*** Data listing Section Begins ***
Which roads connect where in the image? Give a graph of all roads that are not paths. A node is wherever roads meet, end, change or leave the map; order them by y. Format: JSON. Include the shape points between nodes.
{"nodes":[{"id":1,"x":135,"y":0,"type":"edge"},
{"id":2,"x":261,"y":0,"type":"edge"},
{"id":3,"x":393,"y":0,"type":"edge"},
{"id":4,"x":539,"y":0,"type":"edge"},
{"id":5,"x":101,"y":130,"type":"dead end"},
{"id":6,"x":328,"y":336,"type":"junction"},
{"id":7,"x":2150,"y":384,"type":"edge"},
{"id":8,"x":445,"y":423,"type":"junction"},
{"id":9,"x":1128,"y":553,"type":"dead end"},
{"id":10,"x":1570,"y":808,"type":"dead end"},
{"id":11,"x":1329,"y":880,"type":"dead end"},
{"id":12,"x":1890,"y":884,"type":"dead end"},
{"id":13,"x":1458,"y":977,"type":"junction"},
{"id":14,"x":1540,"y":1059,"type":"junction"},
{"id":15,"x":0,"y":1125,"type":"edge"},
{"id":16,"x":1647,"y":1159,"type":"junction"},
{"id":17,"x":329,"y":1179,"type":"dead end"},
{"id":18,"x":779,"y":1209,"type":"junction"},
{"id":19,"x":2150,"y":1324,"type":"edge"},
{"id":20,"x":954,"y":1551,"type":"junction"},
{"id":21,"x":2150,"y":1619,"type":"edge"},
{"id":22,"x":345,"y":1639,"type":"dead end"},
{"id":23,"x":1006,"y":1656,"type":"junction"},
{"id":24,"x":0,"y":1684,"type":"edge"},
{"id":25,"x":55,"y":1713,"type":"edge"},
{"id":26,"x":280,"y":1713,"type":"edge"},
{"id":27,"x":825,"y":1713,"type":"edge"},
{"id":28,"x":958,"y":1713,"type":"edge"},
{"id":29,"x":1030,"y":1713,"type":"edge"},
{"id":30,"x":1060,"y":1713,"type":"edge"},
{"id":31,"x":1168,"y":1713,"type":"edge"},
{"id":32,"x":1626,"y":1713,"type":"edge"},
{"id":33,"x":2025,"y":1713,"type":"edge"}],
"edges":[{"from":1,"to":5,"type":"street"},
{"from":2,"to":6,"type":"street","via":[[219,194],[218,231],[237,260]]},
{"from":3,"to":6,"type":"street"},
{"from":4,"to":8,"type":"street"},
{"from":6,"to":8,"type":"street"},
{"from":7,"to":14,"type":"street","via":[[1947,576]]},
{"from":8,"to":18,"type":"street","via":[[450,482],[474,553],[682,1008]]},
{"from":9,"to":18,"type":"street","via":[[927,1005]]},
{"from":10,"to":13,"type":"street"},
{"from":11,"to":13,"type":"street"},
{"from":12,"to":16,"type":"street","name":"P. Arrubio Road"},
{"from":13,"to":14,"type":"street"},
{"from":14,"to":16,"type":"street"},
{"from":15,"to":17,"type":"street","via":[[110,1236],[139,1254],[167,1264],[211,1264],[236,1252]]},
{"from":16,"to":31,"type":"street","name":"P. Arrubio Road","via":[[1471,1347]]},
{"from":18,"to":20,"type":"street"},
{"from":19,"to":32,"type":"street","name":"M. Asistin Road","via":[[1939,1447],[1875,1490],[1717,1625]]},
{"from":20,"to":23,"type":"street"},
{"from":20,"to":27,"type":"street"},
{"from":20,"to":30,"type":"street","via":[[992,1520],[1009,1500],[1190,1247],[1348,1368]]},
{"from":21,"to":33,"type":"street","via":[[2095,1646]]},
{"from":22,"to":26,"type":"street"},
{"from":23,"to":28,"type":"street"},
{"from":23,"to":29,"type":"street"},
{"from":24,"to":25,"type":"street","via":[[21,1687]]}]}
*** Data listing Section Ends ***
-- Work item --
Repeat the data exactly, with every line included.

-- Output for this task --
Which roads connect where in the image? Give a graph of all roads that are not paths. A node is wherever roads meet, end, change or leave the map; order them by y. Format: JSON. Include the shape points between nodes.
{"nodes":[{"id":1,"x":135,"y":0,"type":"edge"},
{"id":2,"x":261,"y":0,"type":"edge"},
{"id":3,"x":393,"y":0,"type":"edge"},
{"id":4,"x":539,"y":0,"type":"edge"},
{"id":5,"x":101,"y":130,"type":"dead end"},
{"id":6,"x":328,"y":336,"type":"junction"},
{"id":7,"x":2150,"y":384,"type":"edge"},
{"id":8,"x":445,"y":423,"type":"junction"},
{"id":9,"x":1128,"y":553,"type":"dead end"},
{"id":10,"x":1570,"y":808,"type":"dead end"},
{"id":11,"x":1329,"y":880,"type":"dead end"},
{"id":12,"x":1890,"y":884,"type":"dead end"},
{"id":13,"x":1458,"y":977,"type":"junction"},
{"id":14,"x":1540,"y":1059,"type":"junction"},
{"id":15,"x":0,"y":1125,"type":"edge"},
{"id":16,"x":1647,"y":1159,"type":"junction"},
{"id":17,"x":329,"y":1179,"type":"dead end"},
{"id":18,"x":779,"y":1209,"type":"junction"},
{"id":19,"x":2150,"y":1324,"type":"edge"},
{"id":20,"x":954,"y":1551,"type":"junction"},
{"id":21,"x":2150,"y":1619,"type":"edge"},
{"id":22,"x":345,"y":1639,"type":"dead end"},
{"id":23,"x":1006,"y":1656,"type":"junction"},
{"id":24,"x":0,"y":1684,"type":"edge"},
{"id":25,"x":55,"y":1713,"type":"edge"},
{"id":26,"x":280,"y":1713,"type":"edge"},
{"id":27,"x":825,"y":1713,"type":"edge"},
{"id":28,"x":958,"y":1713,"type":"edge"},
{"id":29,"x":1030,"y":1713,"type":"edge"},
{"id":30,"x":1060,"y":1713,"type":"edge"},
{"id":31,"x":1168,"y":1713,"type":"edge"},
{"id":32,"x":1626,"y":1713,"type":"edge"},
{"id":33,"x":2025,"y":1713,"type":"edge"}],
"edges":[{"from":1,"to":5,"type":"street"},
{"from":2,"to":6,"type":"street","via":[[219,194],[218,231],[237,260]]},
{"from":3,"to":6,"type":"street"},
{"from":4,"to":8,"type":"street"},
{"from":6,"to":8,"type":"street"},
{"from":7,"to":14,"type":"street","via":[[1947,576]]},
{"from":8,"to":18,"type":"street","via":[[450,482],[474,553],[682,1008]]},
{"from":9,"to":18,"type":"street","via":[[927,1005]]},
{"from":10,"to":13,"type":"street"},
{"from":11,"to":13,"type":"street"},
{"from":12,"to":16,"type":"street","name":"P. Arrubio Road"},
{"from":13,"to":14,"type":"street"},
{"from":14,"to":16,"type":"street"},
{"from":15,"to":17,"type":"street","via":[[110,1236],[139,1254],[167,1264],[211,1264],[236,1252]]},
{"from":16,"to":31,"type":"street","name":"P. Arrubio Road","via":[[1471,1347]]},
{"from":18,"to":20,"type":"street"},
{"from":19,"to":32,"type":"street","name":"M. Asistin Road","via":[[1939,1447],[1875,1490],[1717,1625]]},
{"from":20,"to":23,"type":"street"},
{"from":20,"to":27,"type":"street"},
{"from":20,"to":30,"type":"street","via":[[992,1520],[1009,1500],[1190,1247],[1348,1368]]},
{"from":21,"to":33,"type":"street","via":[[2095,1646]]},
{"from":22,"to":26,"type":"street"},
{"from":23,"to":28,"type":"street"},
{"from":23,"to":29,"type":"street"},
{"from":24,"to":25,"type":"street","via":[[21,1687]]}]}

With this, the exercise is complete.